Stored data:
##############################
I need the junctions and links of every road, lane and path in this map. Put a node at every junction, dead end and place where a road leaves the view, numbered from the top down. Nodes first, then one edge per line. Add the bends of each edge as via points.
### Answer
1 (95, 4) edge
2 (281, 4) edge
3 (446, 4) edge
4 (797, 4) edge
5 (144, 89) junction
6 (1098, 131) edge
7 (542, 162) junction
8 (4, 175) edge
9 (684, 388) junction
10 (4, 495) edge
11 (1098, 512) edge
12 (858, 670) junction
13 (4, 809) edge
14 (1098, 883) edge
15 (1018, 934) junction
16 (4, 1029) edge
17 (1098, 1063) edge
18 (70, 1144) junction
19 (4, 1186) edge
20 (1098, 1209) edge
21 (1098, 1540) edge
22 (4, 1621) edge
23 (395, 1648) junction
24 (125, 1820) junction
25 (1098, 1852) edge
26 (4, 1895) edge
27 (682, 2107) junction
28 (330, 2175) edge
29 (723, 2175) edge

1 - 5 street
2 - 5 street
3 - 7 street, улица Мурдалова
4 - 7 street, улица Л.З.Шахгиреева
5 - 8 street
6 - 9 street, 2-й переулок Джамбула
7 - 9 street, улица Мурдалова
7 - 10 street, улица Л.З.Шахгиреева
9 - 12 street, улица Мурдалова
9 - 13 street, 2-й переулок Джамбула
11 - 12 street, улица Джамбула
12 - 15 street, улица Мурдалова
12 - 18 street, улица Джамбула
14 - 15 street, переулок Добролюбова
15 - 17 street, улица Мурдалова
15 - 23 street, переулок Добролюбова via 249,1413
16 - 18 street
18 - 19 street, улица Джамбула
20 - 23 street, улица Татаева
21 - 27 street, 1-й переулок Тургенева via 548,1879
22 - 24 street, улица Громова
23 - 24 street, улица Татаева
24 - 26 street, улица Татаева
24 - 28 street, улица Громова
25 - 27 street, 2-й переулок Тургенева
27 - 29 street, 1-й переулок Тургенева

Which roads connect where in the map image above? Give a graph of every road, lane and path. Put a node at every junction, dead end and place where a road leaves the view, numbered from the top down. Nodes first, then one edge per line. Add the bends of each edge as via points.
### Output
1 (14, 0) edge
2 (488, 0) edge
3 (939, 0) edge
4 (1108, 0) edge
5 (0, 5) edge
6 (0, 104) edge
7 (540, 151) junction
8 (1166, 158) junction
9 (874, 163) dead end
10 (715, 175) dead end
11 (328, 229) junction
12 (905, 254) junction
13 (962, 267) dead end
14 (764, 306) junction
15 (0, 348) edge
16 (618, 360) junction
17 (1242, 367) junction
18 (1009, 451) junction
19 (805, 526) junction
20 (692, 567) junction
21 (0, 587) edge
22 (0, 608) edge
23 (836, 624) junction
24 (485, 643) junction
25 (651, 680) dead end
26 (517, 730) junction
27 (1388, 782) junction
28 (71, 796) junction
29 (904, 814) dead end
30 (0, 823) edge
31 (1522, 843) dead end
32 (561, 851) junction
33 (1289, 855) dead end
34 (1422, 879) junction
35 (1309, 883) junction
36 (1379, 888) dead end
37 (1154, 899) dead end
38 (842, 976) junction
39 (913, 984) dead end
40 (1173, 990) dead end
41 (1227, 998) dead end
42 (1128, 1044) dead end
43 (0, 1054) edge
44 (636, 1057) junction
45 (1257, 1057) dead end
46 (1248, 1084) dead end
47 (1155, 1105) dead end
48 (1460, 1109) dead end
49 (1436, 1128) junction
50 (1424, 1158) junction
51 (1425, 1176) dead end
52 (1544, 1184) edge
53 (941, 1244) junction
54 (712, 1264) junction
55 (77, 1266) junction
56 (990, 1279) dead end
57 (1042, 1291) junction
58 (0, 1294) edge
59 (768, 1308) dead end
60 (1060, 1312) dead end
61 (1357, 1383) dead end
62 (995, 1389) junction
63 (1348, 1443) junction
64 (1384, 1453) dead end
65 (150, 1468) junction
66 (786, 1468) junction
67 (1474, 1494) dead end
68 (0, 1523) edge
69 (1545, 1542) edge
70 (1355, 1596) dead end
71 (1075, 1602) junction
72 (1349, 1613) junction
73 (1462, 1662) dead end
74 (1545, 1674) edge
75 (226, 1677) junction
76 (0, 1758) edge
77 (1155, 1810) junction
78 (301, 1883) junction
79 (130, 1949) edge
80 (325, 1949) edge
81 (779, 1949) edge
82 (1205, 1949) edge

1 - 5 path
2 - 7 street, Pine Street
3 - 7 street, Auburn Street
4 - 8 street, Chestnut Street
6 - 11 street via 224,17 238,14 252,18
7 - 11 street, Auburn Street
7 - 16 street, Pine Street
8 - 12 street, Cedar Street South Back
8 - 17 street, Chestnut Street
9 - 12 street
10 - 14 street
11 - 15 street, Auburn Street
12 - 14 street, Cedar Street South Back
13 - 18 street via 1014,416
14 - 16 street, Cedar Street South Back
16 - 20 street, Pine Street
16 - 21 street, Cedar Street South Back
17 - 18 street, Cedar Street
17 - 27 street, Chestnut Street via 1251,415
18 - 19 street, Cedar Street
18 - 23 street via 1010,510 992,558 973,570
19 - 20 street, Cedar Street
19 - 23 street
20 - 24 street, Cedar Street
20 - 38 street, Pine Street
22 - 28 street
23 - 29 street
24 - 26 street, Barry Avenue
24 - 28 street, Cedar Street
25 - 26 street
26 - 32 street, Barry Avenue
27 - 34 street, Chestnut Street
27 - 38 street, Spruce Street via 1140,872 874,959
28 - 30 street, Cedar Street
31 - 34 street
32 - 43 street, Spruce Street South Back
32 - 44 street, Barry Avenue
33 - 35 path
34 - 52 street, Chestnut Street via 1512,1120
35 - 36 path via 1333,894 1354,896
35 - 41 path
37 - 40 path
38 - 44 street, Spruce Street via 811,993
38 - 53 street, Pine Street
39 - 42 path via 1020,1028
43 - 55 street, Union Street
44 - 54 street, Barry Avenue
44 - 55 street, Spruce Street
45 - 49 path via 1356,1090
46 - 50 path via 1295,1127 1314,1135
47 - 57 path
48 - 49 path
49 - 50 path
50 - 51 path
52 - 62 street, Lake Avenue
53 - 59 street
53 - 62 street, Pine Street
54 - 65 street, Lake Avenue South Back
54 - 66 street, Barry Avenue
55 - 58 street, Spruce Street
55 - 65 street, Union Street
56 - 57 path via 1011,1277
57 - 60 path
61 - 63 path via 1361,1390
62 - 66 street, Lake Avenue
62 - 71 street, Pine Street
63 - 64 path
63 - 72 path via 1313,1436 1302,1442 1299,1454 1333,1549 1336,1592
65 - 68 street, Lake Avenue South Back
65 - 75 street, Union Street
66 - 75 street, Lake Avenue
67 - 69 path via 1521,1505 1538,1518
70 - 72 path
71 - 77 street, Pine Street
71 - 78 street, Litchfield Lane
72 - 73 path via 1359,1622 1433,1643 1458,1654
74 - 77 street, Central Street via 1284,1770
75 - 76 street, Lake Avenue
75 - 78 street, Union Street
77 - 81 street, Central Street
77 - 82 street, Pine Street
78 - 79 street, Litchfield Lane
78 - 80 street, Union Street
##############################
ACTIVITY:
Going through the entries, return every line holding the word "from".

THE COMPLETED TASK:
I need the junctions and links of every road, lane and path in this map. Put a node at every junction, dead end and place where a road leaves the view, numbered from the top down. Nodes first, then one edge per line. Add the bends of each edge as via points.
Which roads connect where in the map image above? Give a graph of every road, lane and path. Put a node at every junction, dead end and place where a road leaves the view, numbered from the top down. Nodes first, then one edge per line. Add the bends of each edge as via points.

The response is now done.